Preclinical success for Nightstar Therapeutics' (NASDAQ:NITE) and Applied Genetic Technologies’ (NASDAQ:AGTC) gene therapies for X-linked retinitis pigmentosa (XLRP) has experts on the fence of translation into the clinic. While animal studies have shown strong protein expression and even visual function recovery, a lack of understanding of XLRP-led photoreceptor cell death precludes confidence for a benefit in clinical trials, they said.
As Phase I/II trials are focusing on safety, experts note secondary efficacy outcomes of visual function and acuity in the escalation stage are unlikely to yield robust results. The dose-expansion phase with younger patients could show better results due to more intact cells, said experts, though overall small and inconclusive numbers draw caution.
Safety for these gene therapies -- both comprising an adeno-associated virus (AAV) vector with a retinitis pigmentosa GTPase Regulator (RPGR) gene -- are of low concern, backed by other AAV gene therapies including Spark Therapeutics’ (NASDAQ:ONCE) Luxturna (voretigene neparvovec-rzyl) approved for Leber’s congenital amaurosis, experts said.

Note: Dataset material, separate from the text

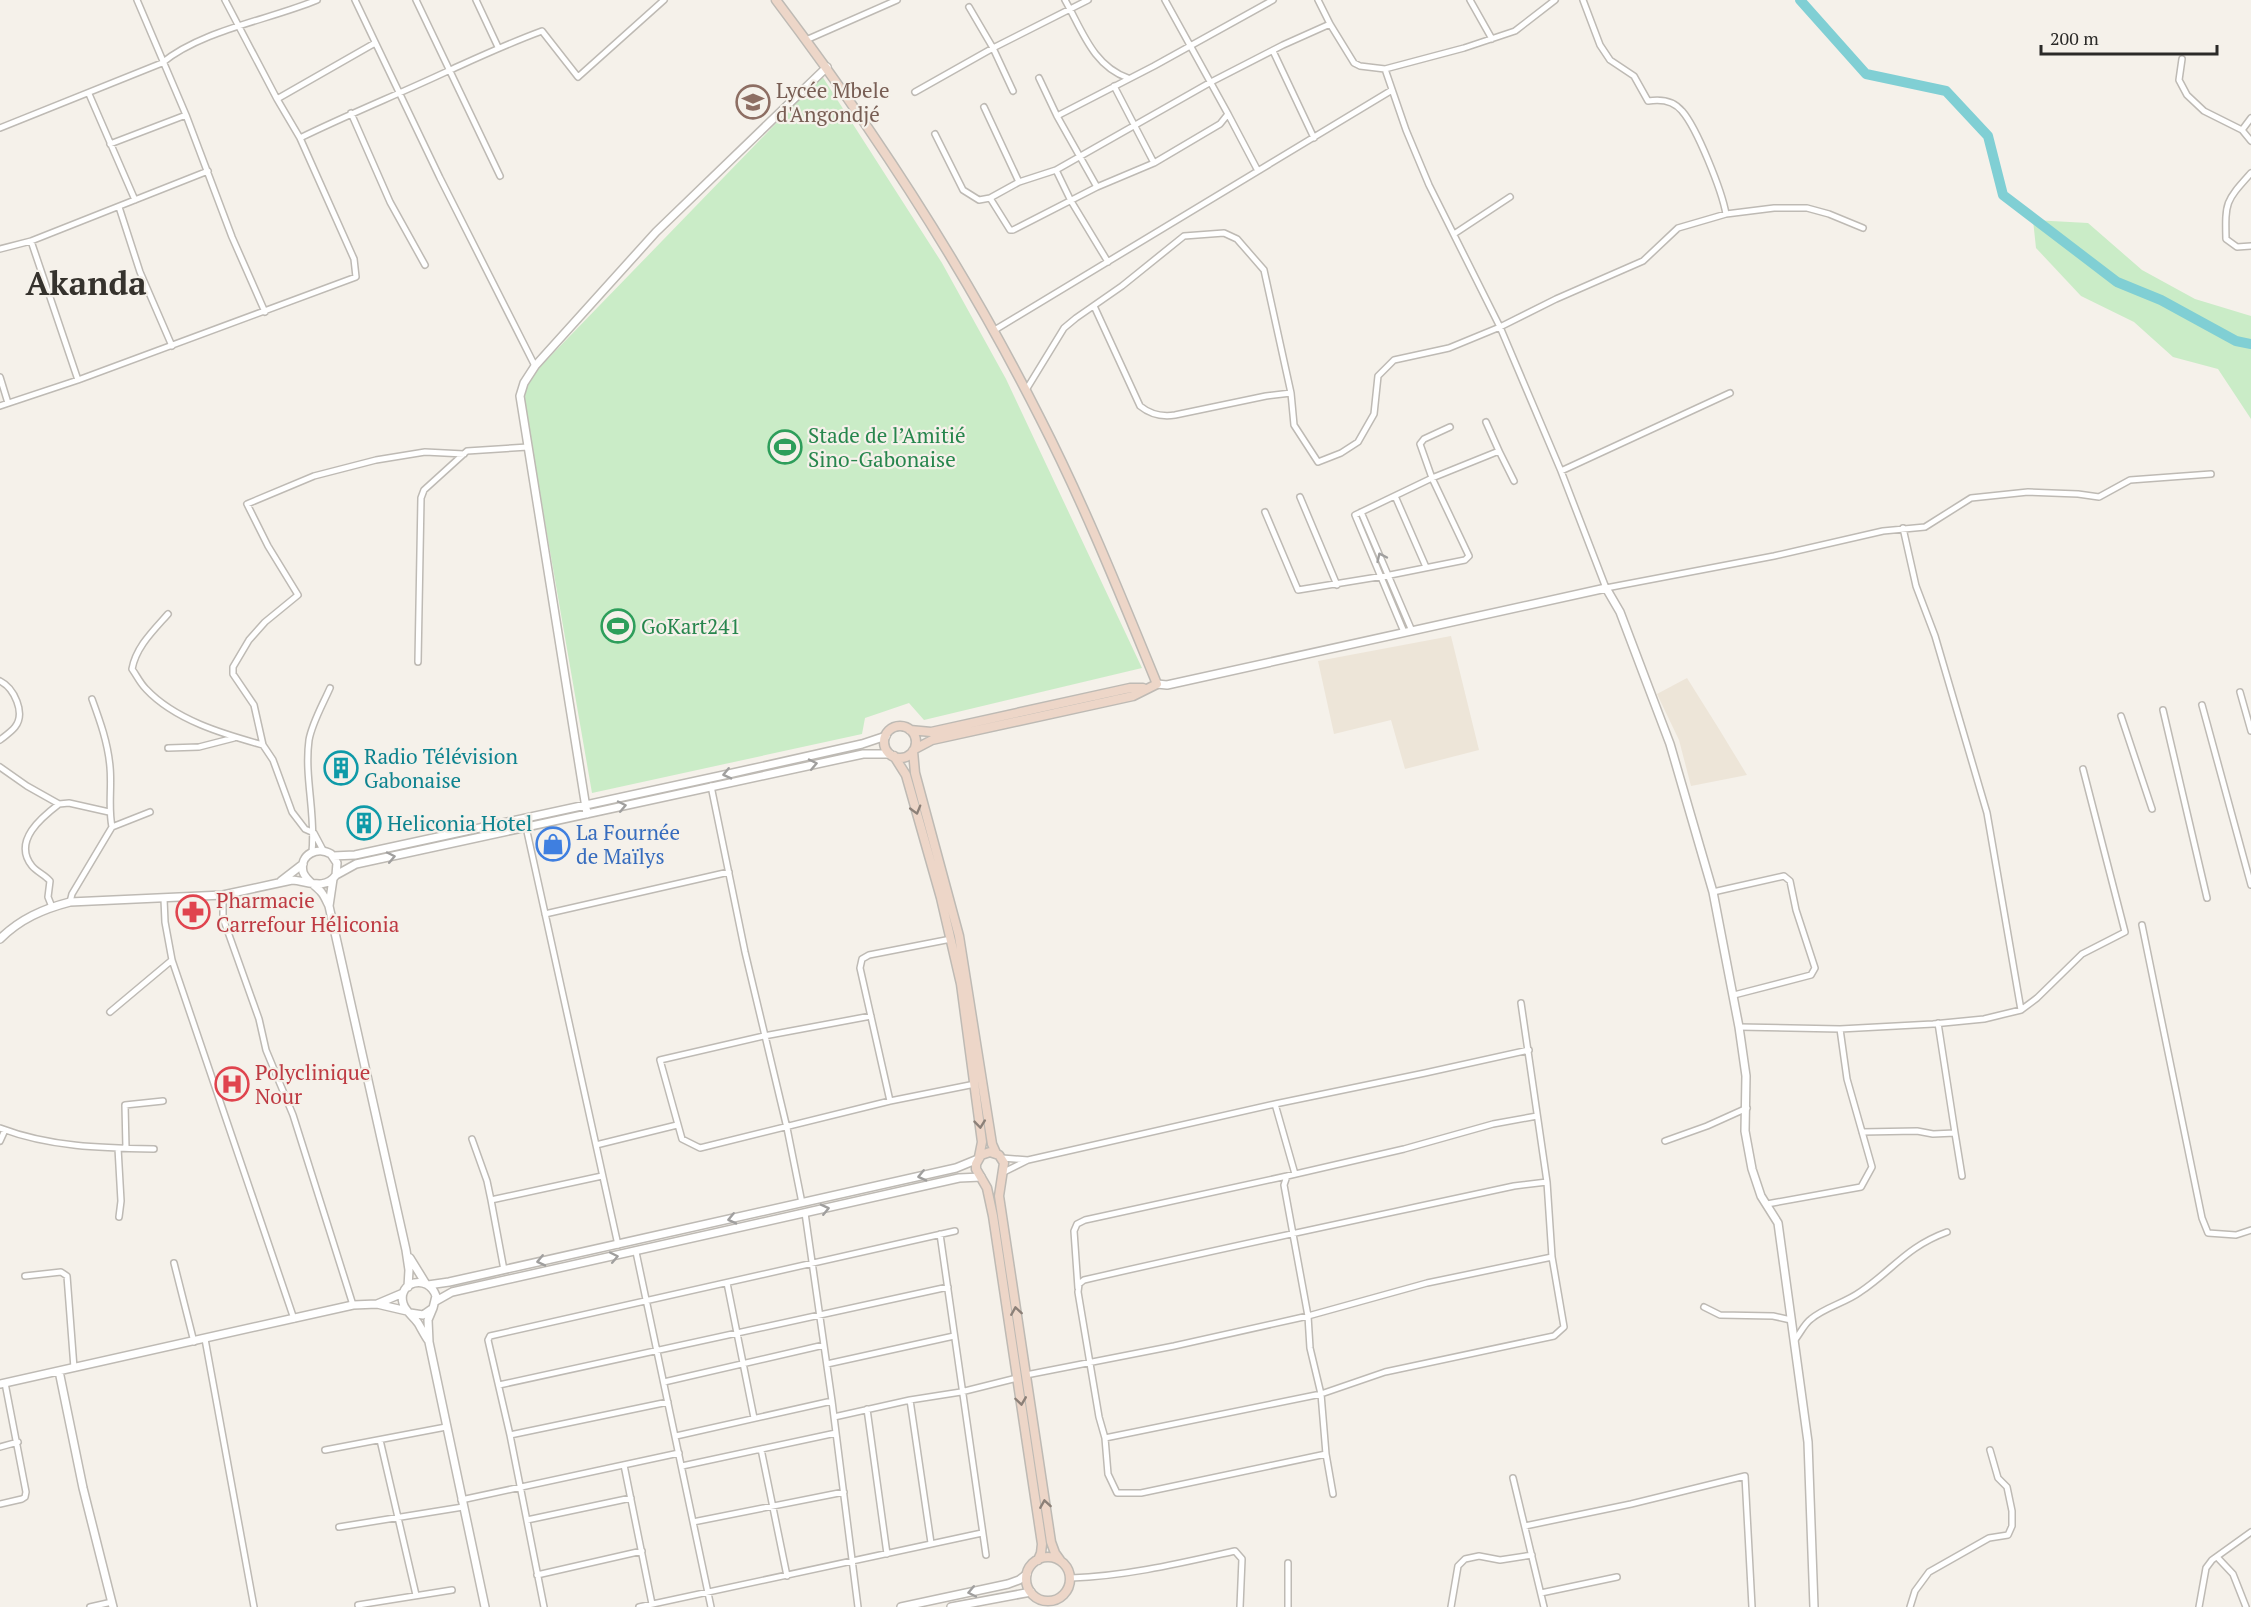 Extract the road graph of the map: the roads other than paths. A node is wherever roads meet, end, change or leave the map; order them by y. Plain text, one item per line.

All ongoing XLRP gene therapies are in Phase I/II, with Nightstar’s NSR-RPGR in a 24-patient XIRIUS trial (NCT03116113) expecting preliminary results in 3Q and Applied Genetic Technologies’ (AGTC's) rAAV2tYF-GRK1-RPGR in a 15-patient trial (NCT03316560), expecting preliminary results in 1Q19.
Analysts anticipate a 2022 launch for both NSR-RPGR and GRK1-RPGR, with sales of 299m and 158m in 2024, respectively. Nightstar has a market cap of USD 448m, and AGTC has a market cap of USD 77m.